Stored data
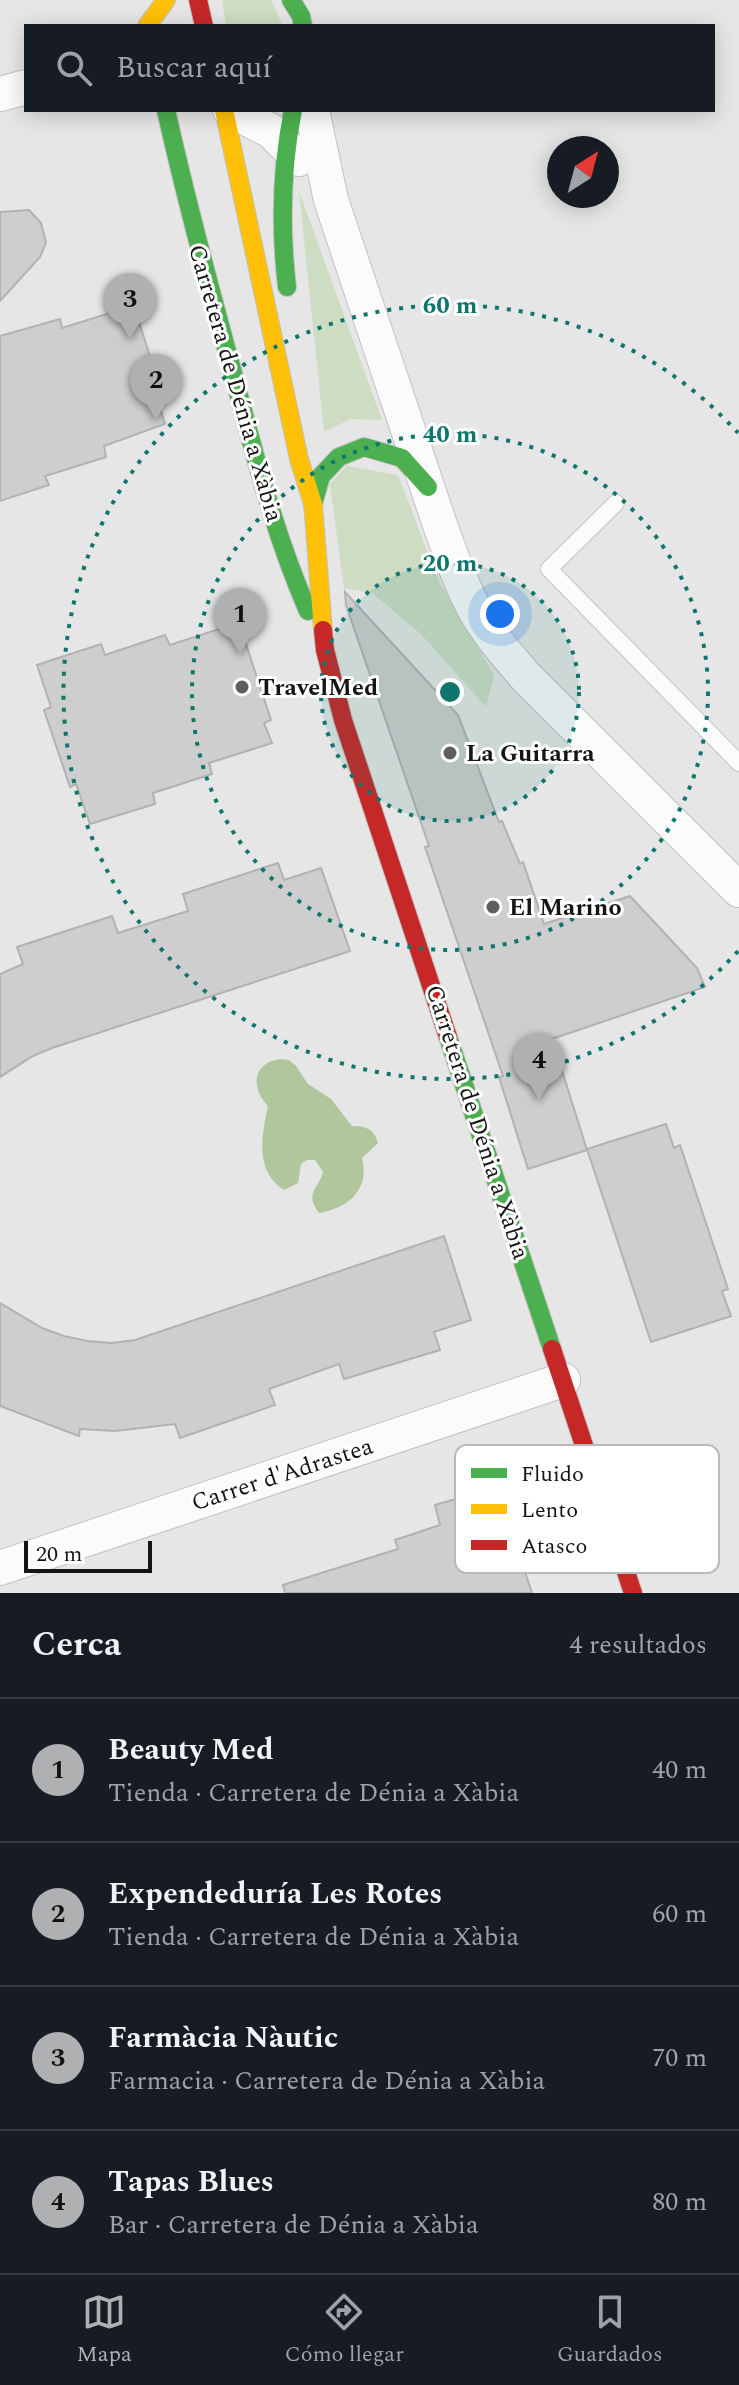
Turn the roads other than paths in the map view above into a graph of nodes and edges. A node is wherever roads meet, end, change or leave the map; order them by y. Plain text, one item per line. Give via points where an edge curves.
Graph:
1 (142, 0) edge
2 (166, 0) edge
3 (198, 0) edge
4 (291, 0) edge
5 (147, 24) edge
6 (148, 24) edge
7 (204, 24) edge
8 (303, 24) edge
9 (24, 88) edge
10 (0, 94) edge
11 (166, 112) edge
12 (227, 112) edge
13 (232, 112) edge
14 (293, 112) edge
15 (312, 112) edge
16 (285, 144) junction
17 (331, 200) junction
18 (289, 309) dead end
19 (295, 354) dead end
20 (428, 487) junction
21 (616, 503) dead end
22 (313, 504) junction
23 (325, 650) junction
24 (739, 763) edge
25 (739, 890) edge
26 (563, 1380) junction
27 (584, 1445) edge
28 (0, 1568) edge
29 (626, 1573) edge
30 (633, 1593) edge

1 - 5 street
2 - 6 street
3 - 7 street
4 - 8 street
9 - 10 street
11 - 23 street, Carretera de Dénia a Xàbia via 201,262 267,500 294,581
12 - 22 street, Carretera de Dénia a Xàbia via 299,459
13 - 16 street, Carretera de Dénia a Xàbia via 261,124
14 - 16 street
15 - 17 street
16 - 17 street, Carretera de Dénia a Xàbia
16 - 18 street via 281,232
17 - 20 street
19 - 22 street
20 - 22 street via 402,458 364,447 339,457 321,476
20 - 25 street via 466,591 499,646
21 - 24 lane via 549,569
22 - 23 street, Carretera de Dénia a Xàbia
23 - 26 street, Carretera de Dénia a Xàbia via 343,720
26 - 27 street, Carretera de Dénia a Xàbia
26 - 28 street, Carrer d'Adrastea
29 - 30 street, Carretera de Dénia a Xàbia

== TASK STATEMENT ==
Output each record exactly as it appears, but not the pictures.

== ANSWER TO THE EXERCISE ==
Turn the roads other than paths in the map view above into a graph of nodes and edges. A node is wherever roads meet, end, change or leave the map; order them by y. Plain text, one item per line. Give via points where an edge curves.
Graph:
1 (142, 0) edge
2 (166, 0) edge
3 (198, 0) edge
4 (291, 0) edge
5 (147, 24) edge
6 (148, 24) edge
7 (204, 24) edge
8 (303, 24) edge
9 (24, 88) edge
10 (0, 94) edge
11 (166, 112) edge
12 (227, 112) edge
13 (232, 112) edge
14 (293, 112) edge
15 (312, 112) edge
16 (285, 144) junction
17 (331, 200) junction
18 (289, 309) dead end
19 (295, 354) dead end
20 (428, 487) junction
21 (616, 503) dead end
22 (313, 504) junction
23 (325, 650) junction
24 (739, 763) edge
25 (739, 890) edge
26 (563, 1380) junction
27 (584, 1445) edge
28 (0, 1568) edge
29 (626, 1573) edge
30 (633, 1593) edge

1 - 5 street
2 - 6 street
3 - 7 street
4 - 8 street
9 - 10 street
11 - 23 street, Carretera de Dénia a Xàbia via 201,262 267,500 294,581
12 - 22 street, Carretera de Dénia a Xàbia via 299,459
13 - 16 street, Carretera de Dénia a Xàbia via 261,124
14 - 16 street
15 - 17 street
16 - 17 street, Carretera de Dénia a Xàbia
16 - 18 street via 281,232
17 - 20 street
19 - 22 street
20 - 22 street via 402,458 364,447 339,457 321,476
20 - 25 street via 466,591 499,646
21 - 24 lane via 549,569
22 - 23 street, Carretera de Dénia a Xàbia
23 - 26 street, Carretera de Dénia a Xàbia via 343,720
26 - 27 street, Carretera de Dénia a Xàbia
26 - 28 street, Carrer d'Adrastea
29 - 30 street, Carretera de Dénia a Xàbia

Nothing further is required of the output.